* WHAT YOU SHOULD DO
Restate word for word the lines that begin the listing and end with the line holding "display:flex; align-items:center; gap:10px;".

* EXTRACTED ENTRIES

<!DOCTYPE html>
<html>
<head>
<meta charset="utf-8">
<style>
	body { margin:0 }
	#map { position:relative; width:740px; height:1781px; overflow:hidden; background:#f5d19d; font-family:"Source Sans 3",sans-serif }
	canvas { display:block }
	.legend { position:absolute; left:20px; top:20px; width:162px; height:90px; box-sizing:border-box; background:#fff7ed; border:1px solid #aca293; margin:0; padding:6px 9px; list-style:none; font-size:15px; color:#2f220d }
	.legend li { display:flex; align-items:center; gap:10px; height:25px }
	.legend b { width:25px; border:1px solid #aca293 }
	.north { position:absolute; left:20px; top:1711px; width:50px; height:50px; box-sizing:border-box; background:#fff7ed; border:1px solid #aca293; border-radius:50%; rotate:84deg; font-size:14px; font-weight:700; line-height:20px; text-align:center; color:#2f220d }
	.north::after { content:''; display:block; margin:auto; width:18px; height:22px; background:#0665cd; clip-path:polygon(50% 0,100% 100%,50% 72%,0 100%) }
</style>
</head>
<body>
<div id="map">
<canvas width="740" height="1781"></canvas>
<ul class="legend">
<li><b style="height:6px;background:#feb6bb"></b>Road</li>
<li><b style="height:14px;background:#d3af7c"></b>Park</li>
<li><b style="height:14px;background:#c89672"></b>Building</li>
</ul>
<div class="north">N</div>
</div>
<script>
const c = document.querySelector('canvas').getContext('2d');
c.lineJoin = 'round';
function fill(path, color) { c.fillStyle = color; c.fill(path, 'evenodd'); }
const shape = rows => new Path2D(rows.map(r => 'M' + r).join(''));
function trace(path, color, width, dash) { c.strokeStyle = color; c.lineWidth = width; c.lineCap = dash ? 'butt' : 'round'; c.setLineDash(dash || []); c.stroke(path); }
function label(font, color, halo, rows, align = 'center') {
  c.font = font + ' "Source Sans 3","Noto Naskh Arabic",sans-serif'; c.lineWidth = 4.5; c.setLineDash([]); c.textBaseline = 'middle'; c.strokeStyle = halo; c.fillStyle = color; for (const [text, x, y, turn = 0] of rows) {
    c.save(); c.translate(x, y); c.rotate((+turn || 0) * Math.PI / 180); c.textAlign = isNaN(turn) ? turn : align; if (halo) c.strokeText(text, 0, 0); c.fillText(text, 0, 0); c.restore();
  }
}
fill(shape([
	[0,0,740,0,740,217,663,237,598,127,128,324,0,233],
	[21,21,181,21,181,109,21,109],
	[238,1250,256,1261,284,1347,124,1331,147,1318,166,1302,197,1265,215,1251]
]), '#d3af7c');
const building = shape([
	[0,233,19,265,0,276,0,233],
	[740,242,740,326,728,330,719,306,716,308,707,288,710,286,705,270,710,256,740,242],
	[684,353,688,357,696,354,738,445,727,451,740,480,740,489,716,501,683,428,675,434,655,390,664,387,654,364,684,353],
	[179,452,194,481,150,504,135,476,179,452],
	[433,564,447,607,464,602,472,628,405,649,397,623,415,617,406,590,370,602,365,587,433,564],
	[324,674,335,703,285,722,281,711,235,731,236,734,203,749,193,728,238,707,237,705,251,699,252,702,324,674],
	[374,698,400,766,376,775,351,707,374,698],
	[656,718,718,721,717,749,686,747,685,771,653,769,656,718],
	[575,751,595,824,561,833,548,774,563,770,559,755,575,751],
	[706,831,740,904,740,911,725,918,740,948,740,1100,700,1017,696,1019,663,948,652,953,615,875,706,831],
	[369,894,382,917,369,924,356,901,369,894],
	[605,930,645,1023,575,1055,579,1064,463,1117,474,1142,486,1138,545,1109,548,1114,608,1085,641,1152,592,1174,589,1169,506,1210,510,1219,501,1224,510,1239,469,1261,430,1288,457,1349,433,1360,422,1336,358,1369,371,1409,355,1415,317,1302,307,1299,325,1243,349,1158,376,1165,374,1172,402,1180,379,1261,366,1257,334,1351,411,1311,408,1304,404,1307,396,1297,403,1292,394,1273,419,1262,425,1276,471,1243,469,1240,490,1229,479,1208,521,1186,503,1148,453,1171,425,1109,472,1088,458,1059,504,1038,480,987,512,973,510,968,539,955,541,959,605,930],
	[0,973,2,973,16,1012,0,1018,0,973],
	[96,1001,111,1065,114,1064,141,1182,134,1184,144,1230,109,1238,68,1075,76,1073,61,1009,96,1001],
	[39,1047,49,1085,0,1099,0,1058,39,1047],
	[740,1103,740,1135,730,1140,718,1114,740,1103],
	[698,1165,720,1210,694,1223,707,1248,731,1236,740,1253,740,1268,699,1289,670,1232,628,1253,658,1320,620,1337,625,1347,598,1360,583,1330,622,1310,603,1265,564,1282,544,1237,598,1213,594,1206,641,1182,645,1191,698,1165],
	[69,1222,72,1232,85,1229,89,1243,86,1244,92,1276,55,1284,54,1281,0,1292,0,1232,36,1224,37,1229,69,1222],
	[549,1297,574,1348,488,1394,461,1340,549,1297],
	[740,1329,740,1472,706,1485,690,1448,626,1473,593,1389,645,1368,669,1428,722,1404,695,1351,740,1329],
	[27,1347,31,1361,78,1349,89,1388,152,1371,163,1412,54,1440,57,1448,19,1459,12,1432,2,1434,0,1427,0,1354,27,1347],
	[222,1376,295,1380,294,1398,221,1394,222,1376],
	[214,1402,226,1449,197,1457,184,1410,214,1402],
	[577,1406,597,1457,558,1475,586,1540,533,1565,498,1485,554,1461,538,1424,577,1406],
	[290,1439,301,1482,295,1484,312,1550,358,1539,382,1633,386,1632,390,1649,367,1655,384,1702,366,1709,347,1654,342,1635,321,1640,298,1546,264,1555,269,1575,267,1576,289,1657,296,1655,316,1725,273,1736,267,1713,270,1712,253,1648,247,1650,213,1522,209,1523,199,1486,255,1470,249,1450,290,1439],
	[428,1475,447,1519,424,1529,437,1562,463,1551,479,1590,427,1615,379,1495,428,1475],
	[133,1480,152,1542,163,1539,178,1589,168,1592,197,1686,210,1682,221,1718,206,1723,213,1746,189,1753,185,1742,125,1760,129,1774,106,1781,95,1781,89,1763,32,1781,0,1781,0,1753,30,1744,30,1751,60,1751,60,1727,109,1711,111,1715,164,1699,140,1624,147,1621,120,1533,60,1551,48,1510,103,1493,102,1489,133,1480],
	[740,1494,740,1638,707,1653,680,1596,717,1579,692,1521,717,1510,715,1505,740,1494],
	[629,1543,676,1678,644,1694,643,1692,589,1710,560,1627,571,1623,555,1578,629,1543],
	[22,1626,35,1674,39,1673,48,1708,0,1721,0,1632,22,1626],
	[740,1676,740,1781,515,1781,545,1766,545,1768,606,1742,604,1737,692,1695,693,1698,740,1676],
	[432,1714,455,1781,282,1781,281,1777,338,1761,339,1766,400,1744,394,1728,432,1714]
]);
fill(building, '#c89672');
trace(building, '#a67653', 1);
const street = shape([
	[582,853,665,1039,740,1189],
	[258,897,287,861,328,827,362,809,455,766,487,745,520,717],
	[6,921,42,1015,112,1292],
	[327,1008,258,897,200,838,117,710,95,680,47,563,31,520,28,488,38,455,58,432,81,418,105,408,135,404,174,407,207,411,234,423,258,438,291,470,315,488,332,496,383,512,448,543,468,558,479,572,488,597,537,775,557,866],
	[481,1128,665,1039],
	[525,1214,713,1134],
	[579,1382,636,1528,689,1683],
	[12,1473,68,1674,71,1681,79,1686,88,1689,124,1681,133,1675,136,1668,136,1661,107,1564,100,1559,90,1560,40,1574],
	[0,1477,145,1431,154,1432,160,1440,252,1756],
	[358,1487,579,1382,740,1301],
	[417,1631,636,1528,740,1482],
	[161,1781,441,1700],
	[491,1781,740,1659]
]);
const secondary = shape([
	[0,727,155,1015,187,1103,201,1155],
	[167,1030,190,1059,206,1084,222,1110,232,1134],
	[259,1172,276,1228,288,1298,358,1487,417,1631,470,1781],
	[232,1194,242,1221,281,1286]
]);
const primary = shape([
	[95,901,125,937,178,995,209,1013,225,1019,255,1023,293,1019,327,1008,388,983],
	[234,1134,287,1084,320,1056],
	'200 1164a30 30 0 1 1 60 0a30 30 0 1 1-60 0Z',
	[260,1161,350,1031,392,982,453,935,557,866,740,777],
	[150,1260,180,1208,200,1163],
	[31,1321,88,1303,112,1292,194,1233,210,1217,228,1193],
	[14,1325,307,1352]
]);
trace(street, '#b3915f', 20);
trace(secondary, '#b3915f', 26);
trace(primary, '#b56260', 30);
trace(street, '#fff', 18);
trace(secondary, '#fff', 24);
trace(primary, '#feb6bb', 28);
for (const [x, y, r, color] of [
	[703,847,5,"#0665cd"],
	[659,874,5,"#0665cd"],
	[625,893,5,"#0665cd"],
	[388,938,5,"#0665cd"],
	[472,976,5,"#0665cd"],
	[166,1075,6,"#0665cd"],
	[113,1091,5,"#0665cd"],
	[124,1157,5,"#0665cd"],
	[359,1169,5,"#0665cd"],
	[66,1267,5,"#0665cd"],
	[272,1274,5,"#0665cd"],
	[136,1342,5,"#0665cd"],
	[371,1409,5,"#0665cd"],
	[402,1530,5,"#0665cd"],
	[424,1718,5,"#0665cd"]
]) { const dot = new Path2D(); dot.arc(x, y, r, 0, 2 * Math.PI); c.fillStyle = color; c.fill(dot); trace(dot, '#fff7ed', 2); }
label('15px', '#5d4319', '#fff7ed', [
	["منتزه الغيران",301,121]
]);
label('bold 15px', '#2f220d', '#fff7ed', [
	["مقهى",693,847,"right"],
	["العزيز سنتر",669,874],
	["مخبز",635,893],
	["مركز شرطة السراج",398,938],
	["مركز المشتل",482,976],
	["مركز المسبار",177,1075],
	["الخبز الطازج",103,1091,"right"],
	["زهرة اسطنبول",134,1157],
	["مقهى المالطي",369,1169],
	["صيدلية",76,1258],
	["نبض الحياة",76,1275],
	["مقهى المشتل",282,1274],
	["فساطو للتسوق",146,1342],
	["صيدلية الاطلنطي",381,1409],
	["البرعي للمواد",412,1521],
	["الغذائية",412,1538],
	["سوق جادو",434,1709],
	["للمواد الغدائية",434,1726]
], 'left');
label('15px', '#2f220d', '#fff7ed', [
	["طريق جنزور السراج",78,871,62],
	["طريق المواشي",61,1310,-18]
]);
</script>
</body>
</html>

* RESULT FOR THIS EXERCISE
<!DOCTYPE html>
<html>
<head>
<meta charset="utf-8">
<style>
	body { margin:0 }
	#map { position:relative; width:740px; height:1781px; overflow:hidden; background:#f5d19d; font-family:"Source Sans 3",sans-serif }
	canvas { display:block }
	.legend { position:absolute; left:20px; top:20px; width:162px; height:90px; box-sizing:border-box; background:#fff7ed; border:1px solid #aca293; margin:0; padding:6px 9px; list-style:none; font-size:15px; color:#2f220d }
	.legend li { display:flex; align-items:center; gap:10px; height:25px }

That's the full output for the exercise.